Void of much dialogue – and then when it is uttered it’s usually of a cryptic nature – The One You Feed has a simplistic plot surrounding a young man (Gareth Koorzen) and his rescue at the hands of a couple (or are they?) after he becomes injured during a camping trip. The aforementioned couple (Rebecca Fraiser and writer/director/costume and production designer Drew Harwood) are evidently interested in the young man, but her advances flirt between seduction and sinister, whilst the two men form an attraction that culminates in one of the film’s most confronting sequences; you may not look at raw eggs the same way after one such scene uses them as a lubricant substitute.
There’s a dream-like mentality bathed across the film that seems to indicate that Harwood has something to say. But what exactly is never clear, and the paradoxical nature he adopts means audiences are more likely to check out rather than inject their own investment into proceedings.
The reasoning behind the characters having no definitive names is a deliberate ploy on Harwood’s half too, stating he wanted to normalise sexuality and remove the stigma of labels. Whilst this is a well-intentioned additive, it comes off more artificial than it does commonplace, and doesn’t exactly help define any of the characters. There’s interesting performances throughout though, but a lack of characterisation means their emotional input only goes so far.

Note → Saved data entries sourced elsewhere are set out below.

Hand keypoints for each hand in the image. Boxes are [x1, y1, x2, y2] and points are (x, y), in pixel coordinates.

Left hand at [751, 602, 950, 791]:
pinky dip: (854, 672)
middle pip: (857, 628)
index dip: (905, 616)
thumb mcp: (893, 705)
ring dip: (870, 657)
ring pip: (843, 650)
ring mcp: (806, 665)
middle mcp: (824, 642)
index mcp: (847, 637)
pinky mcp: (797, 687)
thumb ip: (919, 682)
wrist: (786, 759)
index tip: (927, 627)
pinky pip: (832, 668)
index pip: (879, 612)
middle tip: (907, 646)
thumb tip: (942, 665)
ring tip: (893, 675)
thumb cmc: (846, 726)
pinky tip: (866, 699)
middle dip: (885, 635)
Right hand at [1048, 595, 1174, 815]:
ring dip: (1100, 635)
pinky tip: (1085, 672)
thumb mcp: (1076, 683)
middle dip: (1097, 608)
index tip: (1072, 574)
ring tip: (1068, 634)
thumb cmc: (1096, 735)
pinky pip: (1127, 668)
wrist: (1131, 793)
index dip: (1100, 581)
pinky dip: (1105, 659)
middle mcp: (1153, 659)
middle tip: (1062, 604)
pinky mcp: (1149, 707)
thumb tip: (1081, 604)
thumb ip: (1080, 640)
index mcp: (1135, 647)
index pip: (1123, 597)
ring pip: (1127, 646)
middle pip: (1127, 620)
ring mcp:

Whilst The One You Feed and Harwood himself can be commended for going against the grain of the usual queer love story, the film’s practically deliberate psychological disconnect means audiences are at an immediate disadvantage, something that proves hard to overcome throughout the alarmingly taxing 85 minute running time.
The One You Feed is currently available in North America through Gravitas Ventures on cable and satellite platforms. An Australian release is yet to be determined.